When you become pregnant, there are a lot of things you have to give up including deli meat, certain soft cheeses, and alcohol. The concept of not drinking alcohol while pregnant has become an ingrained part of medical understanding in the U.S., but what does the real research indicate about the effects of alcohol during pregnancy?
The following offers an overview of everything you should know about alcohol and pregnancy and the effects of alcohol during pregnancy.
There is no debate about the fact that heavy drinking during pregnancy can result in a range of birth defects.
The March of Dimes has a set of recommendations for women regarding alcohol and pregnancy, and they advise women not to drink if they’re pregnant, trying to get pregnant or believe they could be pregnant.
According to the March of Dimes, drinking at any time during your pregnancy can cause health problems for the fetus because alcohol passes through the placenta and umbilical cord, and this includes wine, beer, liquor, and wine coolers. They advise that there’s no time during pregnancy that it’s safe to drink, and some of the reasons they issue this warning include the fact that drinking alcohol during pregnancy can increase the chances of premature birth, brain damage and associated growth and development problems, and a range of birth defects.

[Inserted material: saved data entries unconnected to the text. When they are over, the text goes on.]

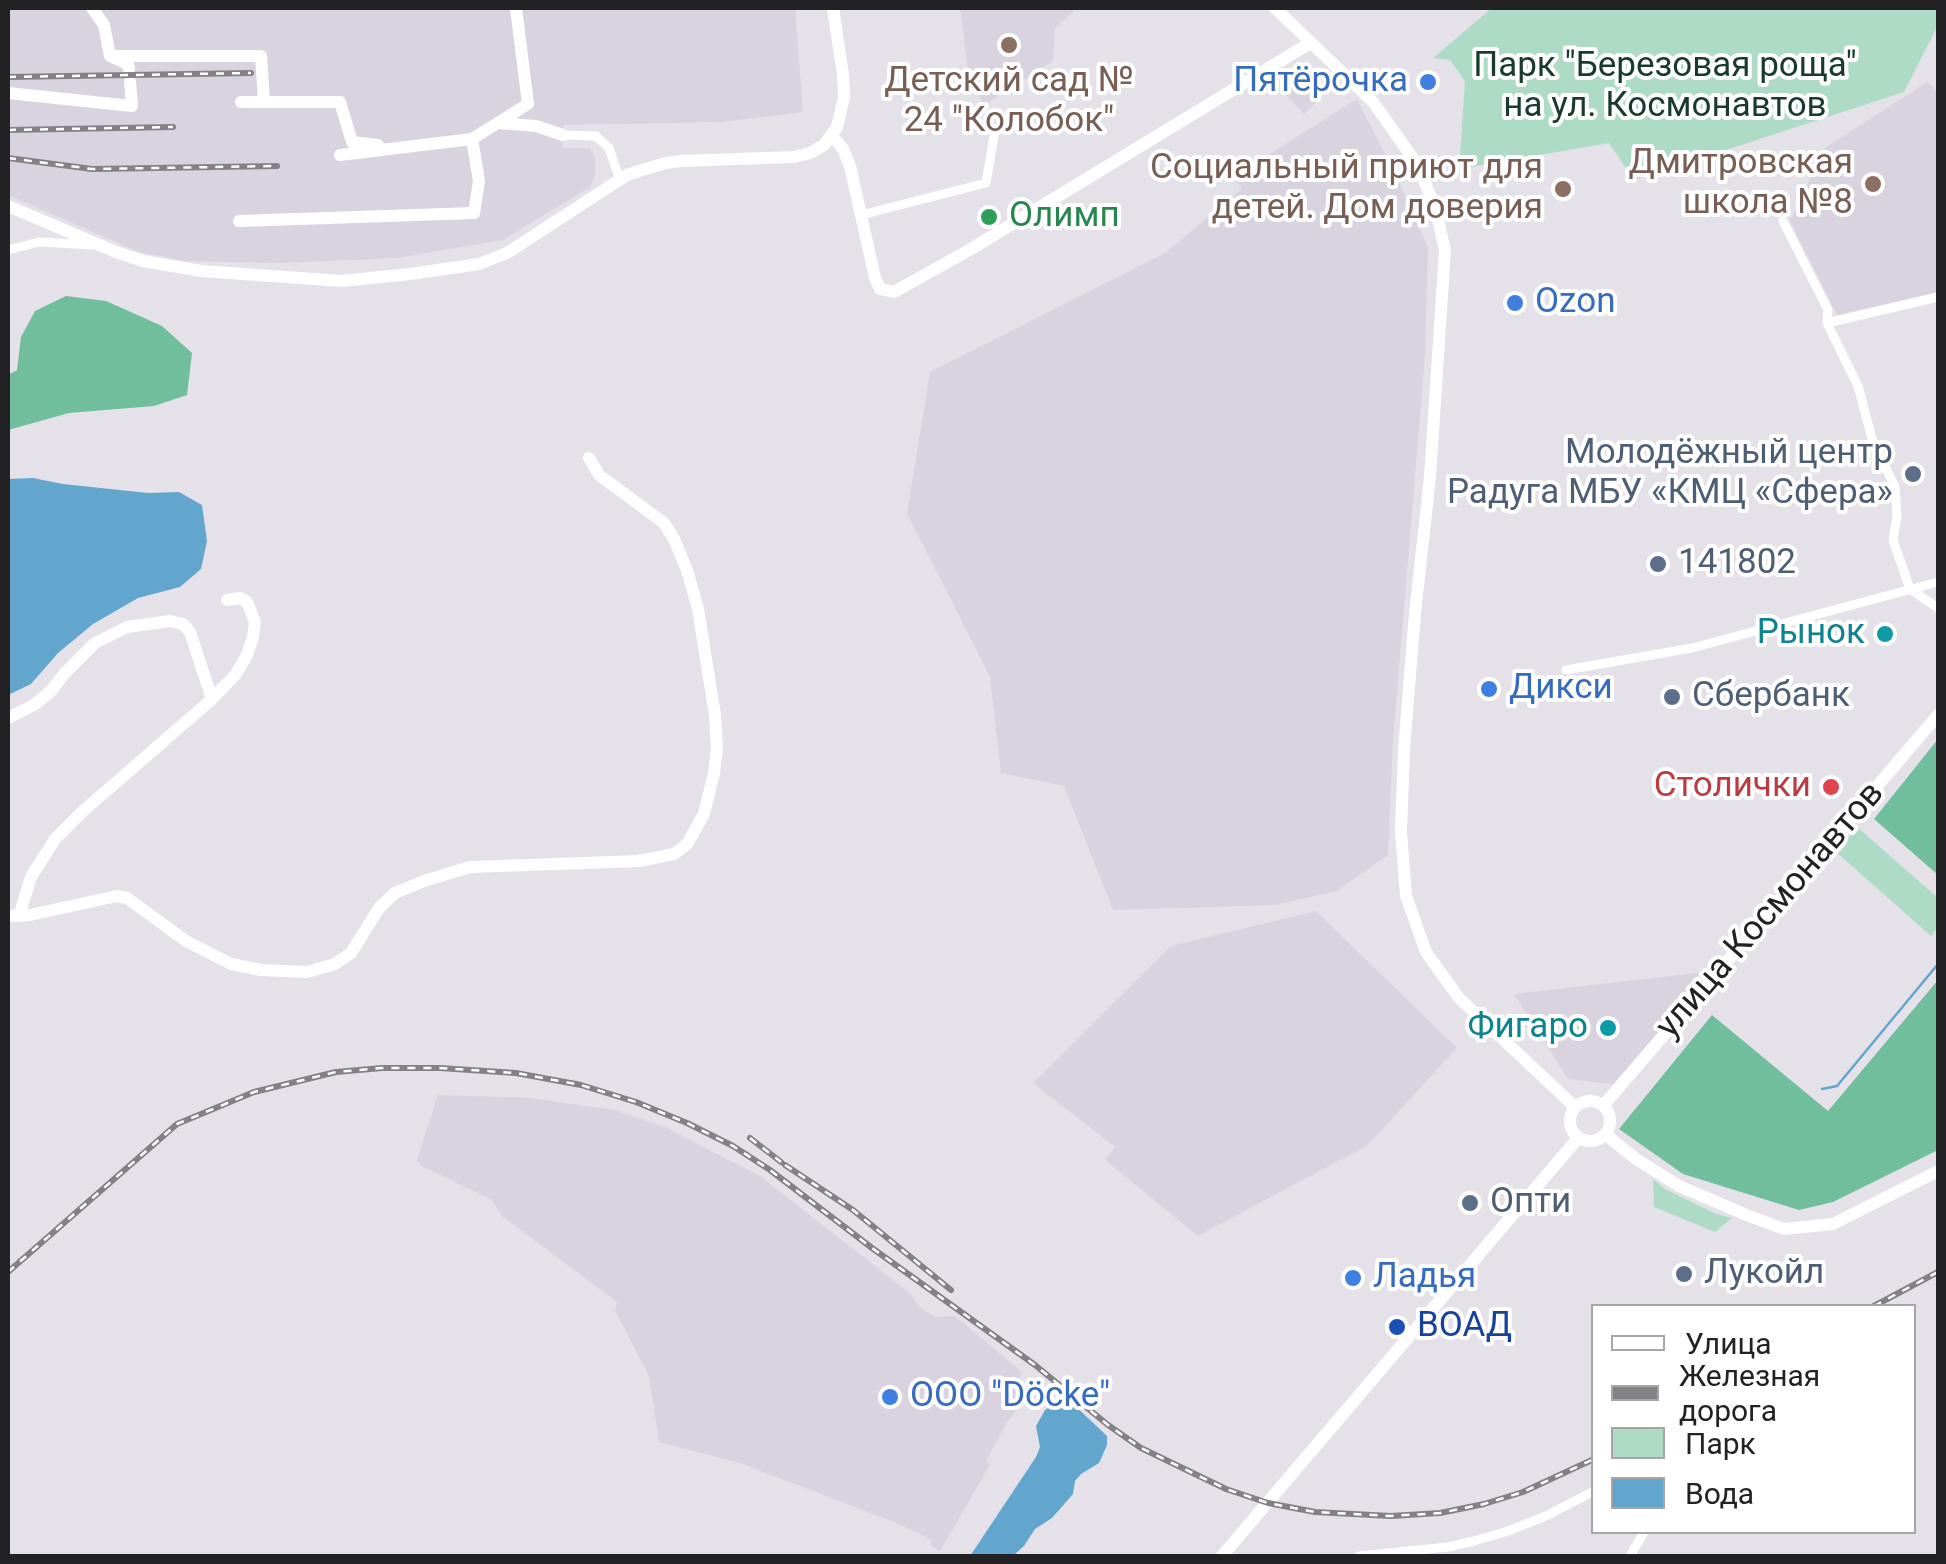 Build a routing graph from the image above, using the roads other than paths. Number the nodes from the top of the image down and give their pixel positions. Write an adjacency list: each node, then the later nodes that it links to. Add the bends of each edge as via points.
1 (92, 8): 6 (street, via 104,25)
2 (516, 8): 11 (street, via 528,104)
3 (833, 8): 13 (street, via 844,97)
4 (1274, 8): 5 (street)
5 (1310, 42): 19 (street, via 894,292 874,278); 37 (street, via 1373,102 1417,164 1445,250 1404,750 1406,896 1426,952 1459,998)
6 (110, 56): 7 (street, via 128,64 132,106); 9 (street, via 261,56)
7 (8, 93)
8 (241, 102): 9 (street)
9 (264, 102): 15 (street, via 340,102 352,142)
10 (1020, 119): 19 (street, via 995,130 986,183)
11 (498, 123): 12 (street); 14 (street)
12 (563, 135): 17 (street, via 596,136 609,148)
13 (832, 136): 17 (street, via 794,157 666,162); 19 (street, via 850,166)
14 (472, 139): 15 (street); 20 (street, via 474,214)
15 (406, 147): 16 (street)
16 (340, 155)
17 (620, 180): 22 (street, via 507,254 410,274 342,280 201,271)
18 (8, 206): 22 (street)
19 (861, 215)
20 (239, 220)
21 (1783, 221): 25 (street, via 1828,310)
22 (100, 246): 23 (street, via 38,242)
23 (8, 250)
24 (1938, 297): 25 (street)
25 (1827, 323): 28 (street, via 1895,487 1893,540)
26 (589, 458): 35 (street, via 599,475 664,522 698,609 717,748 704,814 687,844 674,854 639,861 470,867 424,880 379,908 352,953 307,972 232,964 186,941 127,898)
27 (1938, 582): 28 (street)
28 (1910, 589): 30 (street); 31 (street, via 1692,648)
29 (228, 600): 32 (street, via 247,602 254,637 236,674)
30 (1938, 608)
31 (1566, 670)
32 (210, 700): 34 (street, via 190,632 170,621 127,627 95,643 51,691); 35 (street, via 55,838)
33 (1938, 715): 36 (street, улица Космонавтов)
34 (8, 718)
35 (14, 916)
36 (1603, 1106): 37 (street, via 1588,1101); 38 (street, via 1610,1119)
37 (1575, 1107): 39 (street, via 1570,1125)
38 (1605, 1134): 39 (street); 40 (street, via 1678,1186 1784,1229 1833,1224)
39 (1579, 1138): 44 (street)
40 (1938, 1171)
41 (1591, 1492): 43 (street)
42 (1642, 1535): 46 (street)
43 (1448, 1552): 45 (street)
44 (1222, 1556)
45 (1359, 1556)
46 (1630, 1556)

Some of the birth defects possible with alcohol and pregnancy include intellectual and development disabilities, and there is a condition called fetal alcohol spectrum disorders or FASDs. Children who are on this spectrum may have delays in physical, mental and emotional development, and this usually lasts for the duration of the child’s life. According to the March of Dimes, binge drinking during pregnancy increases the risk of this occurring, and binge drinking is defined as having four or more drinks within a two to three-hour time frame.
Other risks outlined by the March of Dimes with alcohol and pregnancy can include low birth weight, miscarriage, and stillbirth.
The March of Dimes warns that if you feel like you have an alcohol use disorder that you seek professional treatment to help you stop, so you can avoid the effects of alcohol during pregnancy.
The Centers for Disease Control has similar guidelines to the March of Dimes, and they tell women they shouldn’t drink if they’re sexually active and not using contraception. Some of the specific effects of alcohol during pregnancy that are named by the CDC include abnormal facial features, a small head size, shorter-than-average height and low body weight, coordination problems, hyperactivity and attention problems, difficulty in school and learning disabilities, delays in speech and language, intellectual disability and low IQ. They also name other potential effects of alcohol during pregnancy include having sleep and sucking problems as a baby, vision or hearing problems, and problems associated with the heart, kidney or bones.
While most agencies and medical groups warn women shouldn’t drink at all, there isn’t a lot of research about the light use of alcohol and pregnancy right now.
While there aren’t clear risks that are currently known about the effects of alcohol during pregnancy if you were to let’s say have a glass of champagne at an event, doctors still advise against it because the risks really aren’t known. Doctors feel it’s best to advise women that abstaining altogether leaves that risk of the effects of alcohol during pregnancy entirely out of the equation.
There’s also the problem that comes with the fact that a lot of people wouldn’t define light alcohol use in the same way as a medical professional. For example, for some women light drinking could be two glasses of wine a night, and that could be risky, whereas one glass might not be.
There are just so unknown variables when it comes to alcohol and pregnancy, and the effects of alcohol during pregnancy can be so harmful that it still stands that women should avoid drinking during this time.
It’s advised that because of the effects of alcohol during pregnancy that women abstain from drinking even while trying to become pregnant, or being sexually active without the use of adequate contraception. Of course, you should always discuss alcohol and pregnancy with your physician first and foremost, but official recommendations advise women to avoid combing alcohol and pregnancy.
If you feel like it will be difficult for you to stop drinking while pregnant, you should consider a professional alcohol treatment program to ensure the health and well-being of your unborn child.